The method is to compute each resource's demand from the camera plan and find the binding constraint. Storage has two separate budgets that are easy to conflate: total capacity (terabytes, from bitrate × time × cameras × recording factor) and sustained write throughput (megabytes per second, multiplied by the RAID write penalty) — an array can have plenty of terabytes yet fail to absorb the write stream. Recording servers are sized by sustained throughput rather than raw camera count; a server might handle on the order of a few gigabits per second of write, which is hundreds of cameras, before throughput, not "camera count", caps it.
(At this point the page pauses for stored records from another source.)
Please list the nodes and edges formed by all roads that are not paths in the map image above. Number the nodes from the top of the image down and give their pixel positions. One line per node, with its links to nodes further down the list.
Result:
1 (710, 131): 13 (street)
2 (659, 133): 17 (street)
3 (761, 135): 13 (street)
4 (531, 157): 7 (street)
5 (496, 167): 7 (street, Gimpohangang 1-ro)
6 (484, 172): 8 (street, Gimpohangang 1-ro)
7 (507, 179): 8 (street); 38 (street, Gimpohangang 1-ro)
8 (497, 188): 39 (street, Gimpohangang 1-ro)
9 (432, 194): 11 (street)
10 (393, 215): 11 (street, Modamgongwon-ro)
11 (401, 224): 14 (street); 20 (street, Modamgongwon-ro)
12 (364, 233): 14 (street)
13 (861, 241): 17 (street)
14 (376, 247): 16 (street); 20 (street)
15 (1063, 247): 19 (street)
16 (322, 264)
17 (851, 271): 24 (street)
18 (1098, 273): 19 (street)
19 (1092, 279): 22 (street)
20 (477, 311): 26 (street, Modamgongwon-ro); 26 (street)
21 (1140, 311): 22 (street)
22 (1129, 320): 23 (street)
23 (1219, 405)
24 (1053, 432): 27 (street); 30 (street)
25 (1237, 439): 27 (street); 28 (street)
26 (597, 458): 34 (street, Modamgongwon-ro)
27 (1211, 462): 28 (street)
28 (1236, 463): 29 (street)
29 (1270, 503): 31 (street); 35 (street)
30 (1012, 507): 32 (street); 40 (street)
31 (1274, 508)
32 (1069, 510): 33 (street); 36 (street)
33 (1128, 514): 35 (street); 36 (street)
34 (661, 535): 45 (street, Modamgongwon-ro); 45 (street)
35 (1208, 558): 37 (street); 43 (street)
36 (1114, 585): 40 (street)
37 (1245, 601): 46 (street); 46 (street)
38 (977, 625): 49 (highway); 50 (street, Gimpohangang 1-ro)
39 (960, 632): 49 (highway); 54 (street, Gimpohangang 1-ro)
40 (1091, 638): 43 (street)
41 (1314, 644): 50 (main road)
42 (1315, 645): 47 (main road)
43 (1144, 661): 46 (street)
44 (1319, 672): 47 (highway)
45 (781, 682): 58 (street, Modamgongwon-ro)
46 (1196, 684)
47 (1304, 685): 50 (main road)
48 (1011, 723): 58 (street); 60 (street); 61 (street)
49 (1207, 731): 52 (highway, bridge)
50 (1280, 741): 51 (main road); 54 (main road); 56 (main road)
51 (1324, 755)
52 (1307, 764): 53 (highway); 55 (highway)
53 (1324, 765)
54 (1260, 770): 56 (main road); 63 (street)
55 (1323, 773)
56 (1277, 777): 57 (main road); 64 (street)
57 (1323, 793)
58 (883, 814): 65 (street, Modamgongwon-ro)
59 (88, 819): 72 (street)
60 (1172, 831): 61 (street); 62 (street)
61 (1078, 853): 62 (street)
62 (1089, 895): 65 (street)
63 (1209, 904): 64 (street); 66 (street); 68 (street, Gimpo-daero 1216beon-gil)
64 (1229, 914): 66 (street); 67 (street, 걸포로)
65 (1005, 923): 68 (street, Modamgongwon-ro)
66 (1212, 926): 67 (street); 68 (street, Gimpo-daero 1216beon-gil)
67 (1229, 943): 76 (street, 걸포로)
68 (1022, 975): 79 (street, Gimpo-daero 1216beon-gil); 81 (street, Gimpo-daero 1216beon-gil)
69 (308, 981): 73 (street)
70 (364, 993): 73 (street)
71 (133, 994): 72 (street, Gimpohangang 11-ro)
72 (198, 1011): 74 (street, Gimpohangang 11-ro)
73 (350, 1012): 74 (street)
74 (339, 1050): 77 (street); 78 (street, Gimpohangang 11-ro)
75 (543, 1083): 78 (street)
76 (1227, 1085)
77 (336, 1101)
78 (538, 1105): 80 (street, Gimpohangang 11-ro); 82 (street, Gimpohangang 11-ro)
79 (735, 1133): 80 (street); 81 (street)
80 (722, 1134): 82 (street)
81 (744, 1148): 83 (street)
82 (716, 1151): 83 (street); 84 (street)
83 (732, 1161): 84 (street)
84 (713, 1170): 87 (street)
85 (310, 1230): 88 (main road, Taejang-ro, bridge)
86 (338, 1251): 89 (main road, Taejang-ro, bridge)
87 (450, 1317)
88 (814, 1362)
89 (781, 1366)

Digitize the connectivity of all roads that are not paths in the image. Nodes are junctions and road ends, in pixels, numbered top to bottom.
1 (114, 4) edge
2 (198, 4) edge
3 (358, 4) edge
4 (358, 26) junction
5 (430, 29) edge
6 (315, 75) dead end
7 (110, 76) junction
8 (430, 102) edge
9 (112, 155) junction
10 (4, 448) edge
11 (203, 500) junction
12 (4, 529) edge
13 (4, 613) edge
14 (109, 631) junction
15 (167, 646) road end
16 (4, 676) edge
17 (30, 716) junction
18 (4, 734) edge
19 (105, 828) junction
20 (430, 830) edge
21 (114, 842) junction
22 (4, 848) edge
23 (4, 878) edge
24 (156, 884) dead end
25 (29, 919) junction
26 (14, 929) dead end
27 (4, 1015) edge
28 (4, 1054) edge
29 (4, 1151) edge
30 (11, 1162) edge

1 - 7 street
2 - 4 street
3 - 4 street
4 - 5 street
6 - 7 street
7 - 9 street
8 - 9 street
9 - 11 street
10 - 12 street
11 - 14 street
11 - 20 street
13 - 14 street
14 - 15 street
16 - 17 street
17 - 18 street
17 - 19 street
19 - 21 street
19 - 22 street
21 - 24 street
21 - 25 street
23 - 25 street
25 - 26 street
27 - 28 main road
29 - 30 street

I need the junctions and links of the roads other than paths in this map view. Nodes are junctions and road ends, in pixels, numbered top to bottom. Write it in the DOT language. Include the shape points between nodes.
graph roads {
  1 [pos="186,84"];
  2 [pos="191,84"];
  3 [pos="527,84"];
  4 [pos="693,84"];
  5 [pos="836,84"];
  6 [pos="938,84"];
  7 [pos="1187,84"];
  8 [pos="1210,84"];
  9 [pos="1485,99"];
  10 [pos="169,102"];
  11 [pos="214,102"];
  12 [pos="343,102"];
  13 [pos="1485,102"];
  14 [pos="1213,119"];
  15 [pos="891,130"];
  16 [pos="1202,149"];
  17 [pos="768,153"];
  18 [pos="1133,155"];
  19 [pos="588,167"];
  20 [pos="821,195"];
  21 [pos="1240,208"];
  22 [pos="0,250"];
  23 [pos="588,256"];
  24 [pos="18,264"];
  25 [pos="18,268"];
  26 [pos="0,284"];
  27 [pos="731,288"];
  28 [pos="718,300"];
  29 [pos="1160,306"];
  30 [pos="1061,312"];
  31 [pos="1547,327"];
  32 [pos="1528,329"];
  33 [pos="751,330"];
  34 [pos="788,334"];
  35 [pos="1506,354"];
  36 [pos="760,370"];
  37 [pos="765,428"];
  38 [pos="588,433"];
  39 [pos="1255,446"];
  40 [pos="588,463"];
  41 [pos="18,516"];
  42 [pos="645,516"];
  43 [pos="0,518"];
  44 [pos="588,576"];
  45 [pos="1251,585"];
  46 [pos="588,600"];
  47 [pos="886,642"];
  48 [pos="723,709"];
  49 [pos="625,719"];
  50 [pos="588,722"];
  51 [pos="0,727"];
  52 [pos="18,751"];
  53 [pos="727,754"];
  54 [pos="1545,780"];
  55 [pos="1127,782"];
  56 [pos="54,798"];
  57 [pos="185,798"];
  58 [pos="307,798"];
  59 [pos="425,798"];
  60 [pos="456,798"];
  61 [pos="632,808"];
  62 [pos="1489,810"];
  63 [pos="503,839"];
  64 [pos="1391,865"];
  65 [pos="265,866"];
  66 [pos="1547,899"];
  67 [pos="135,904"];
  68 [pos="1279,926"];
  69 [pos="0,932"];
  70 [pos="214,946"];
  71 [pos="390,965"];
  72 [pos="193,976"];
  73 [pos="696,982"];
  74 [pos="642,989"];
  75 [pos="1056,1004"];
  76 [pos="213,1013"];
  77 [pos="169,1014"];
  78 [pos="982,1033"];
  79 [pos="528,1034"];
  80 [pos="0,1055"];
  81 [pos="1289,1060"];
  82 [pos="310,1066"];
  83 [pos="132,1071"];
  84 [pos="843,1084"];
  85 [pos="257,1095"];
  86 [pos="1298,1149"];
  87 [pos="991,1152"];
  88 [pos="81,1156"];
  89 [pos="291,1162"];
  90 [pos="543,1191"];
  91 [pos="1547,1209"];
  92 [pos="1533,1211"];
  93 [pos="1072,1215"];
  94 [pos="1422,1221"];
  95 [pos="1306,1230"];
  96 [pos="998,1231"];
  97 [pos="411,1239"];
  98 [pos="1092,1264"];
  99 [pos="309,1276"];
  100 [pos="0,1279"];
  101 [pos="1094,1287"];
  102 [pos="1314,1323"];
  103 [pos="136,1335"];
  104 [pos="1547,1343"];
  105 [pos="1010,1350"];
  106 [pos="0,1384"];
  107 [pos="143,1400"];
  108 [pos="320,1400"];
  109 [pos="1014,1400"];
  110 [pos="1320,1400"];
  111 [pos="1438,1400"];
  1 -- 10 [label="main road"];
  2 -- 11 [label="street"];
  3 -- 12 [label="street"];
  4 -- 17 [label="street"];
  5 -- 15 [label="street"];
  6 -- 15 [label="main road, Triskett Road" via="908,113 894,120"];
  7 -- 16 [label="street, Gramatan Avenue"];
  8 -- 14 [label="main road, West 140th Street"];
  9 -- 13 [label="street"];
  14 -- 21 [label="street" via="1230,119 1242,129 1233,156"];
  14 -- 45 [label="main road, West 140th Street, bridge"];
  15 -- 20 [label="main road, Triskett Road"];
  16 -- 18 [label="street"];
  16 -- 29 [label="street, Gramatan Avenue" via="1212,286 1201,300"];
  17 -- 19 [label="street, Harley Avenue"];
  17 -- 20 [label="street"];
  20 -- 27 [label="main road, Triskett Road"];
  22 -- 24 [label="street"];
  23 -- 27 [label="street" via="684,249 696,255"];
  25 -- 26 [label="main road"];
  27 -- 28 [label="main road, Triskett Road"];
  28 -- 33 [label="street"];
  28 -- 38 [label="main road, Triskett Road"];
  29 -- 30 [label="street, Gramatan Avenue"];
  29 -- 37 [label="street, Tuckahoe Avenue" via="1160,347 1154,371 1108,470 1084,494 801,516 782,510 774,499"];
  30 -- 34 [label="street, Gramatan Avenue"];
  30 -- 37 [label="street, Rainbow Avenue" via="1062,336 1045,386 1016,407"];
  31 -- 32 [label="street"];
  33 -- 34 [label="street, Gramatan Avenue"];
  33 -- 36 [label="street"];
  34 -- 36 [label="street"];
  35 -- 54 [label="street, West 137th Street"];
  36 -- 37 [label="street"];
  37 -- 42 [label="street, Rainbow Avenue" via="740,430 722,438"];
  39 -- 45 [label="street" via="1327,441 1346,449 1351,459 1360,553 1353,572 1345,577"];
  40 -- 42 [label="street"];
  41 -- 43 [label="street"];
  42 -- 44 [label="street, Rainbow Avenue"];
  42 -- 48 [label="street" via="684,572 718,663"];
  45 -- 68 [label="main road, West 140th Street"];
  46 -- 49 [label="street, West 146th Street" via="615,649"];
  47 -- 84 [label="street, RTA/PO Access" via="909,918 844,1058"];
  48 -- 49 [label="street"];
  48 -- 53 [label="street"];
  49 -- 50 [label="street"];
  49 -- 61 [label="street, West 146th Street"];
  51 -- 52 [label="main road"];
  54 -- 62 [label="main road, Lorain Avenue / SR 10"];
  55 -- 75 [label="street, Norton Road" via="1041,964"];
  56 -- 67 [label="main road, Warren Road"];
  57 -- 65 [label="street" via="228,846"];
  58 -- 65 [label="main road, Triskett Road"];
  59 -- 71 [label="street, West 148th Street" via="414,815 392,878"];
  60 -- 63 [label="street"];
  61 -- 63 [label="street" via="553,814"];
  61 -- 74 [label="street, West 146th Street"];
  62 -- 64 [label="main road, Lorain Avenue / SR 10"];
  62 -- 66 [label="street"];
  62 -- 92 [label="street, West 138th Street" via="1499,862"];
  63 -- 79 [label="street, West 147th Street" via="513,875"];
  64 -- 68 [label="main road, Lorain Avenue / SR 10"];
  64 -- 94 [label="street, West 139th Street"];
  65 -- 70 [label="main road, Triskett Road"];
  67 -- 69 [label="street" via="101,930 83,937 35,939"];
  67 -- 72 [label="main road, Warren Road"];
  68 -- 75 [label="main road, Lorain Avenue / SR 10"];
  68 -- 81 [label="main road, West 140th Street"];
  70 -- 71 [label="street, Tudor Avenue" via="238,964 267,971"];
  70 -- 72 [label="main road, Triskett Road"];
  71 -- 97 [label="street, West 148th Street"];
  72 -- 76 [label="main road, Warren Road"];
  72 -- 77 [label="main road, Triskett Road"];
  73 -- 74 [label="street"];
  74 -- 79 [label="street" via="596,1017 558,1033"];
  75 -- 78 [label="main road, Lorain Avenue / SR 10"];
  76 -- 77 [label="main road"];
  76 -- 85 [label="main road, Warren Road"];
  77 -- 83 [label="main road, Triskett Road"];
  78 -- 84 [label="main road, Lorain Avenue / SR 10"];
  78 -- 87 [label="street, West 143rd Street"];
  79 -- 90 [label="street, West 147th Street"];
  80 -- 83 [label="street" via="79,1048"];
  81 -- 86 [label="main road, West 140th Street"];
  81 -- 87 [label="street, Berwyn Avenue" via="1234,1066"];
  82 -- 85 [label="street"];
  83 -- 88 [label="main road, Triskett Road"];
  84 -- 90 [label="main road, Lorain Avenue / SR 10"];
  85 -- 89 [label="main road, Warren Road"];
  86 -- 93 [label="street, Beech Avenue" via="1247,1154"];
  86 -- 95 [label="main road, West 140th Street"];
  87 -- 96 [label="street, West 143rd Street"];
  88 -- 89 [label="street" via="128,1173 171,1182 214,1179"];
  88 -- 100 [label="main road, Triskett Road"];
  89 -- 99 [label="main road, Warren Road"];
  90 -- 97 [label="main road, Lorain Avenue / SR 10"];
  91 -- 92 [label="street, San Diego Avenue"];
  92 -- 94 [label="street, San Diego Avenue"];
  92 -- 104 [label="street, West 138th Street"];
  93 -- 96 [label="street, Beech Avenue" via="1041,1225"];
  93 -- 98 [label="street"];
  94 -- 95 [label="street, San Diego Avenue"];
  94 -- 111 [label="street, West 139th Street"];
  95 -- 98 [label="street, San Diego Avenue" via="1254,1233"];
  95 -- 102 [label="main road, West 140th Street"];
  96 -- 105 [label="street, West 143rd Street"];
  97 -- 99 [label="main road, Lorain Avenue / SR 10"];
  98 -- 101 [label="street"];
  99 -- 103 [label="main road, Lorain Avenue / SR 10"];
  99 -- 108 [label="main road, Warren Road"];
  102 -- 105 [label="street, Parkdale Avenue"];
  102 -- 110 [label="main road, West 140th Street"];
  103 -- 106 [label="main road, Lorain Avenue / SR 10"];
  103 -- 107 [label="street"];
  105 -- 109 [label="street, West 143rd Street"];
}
The pitfalls are planning one resource and ignoring the rest, and forgetting headroom. Sizing storage capacity while overlooking write throughput, or buying GPUs while ignoring decode, yields a system that stalls below its nameplate. Good capacity plans include 20–30% headroom, redundancy (RAID plus a spare, N+1 failover servers, UPS), and a growth path, so the system meets its retention and frame-rate targets under real, sustained load rather than only in the brochure.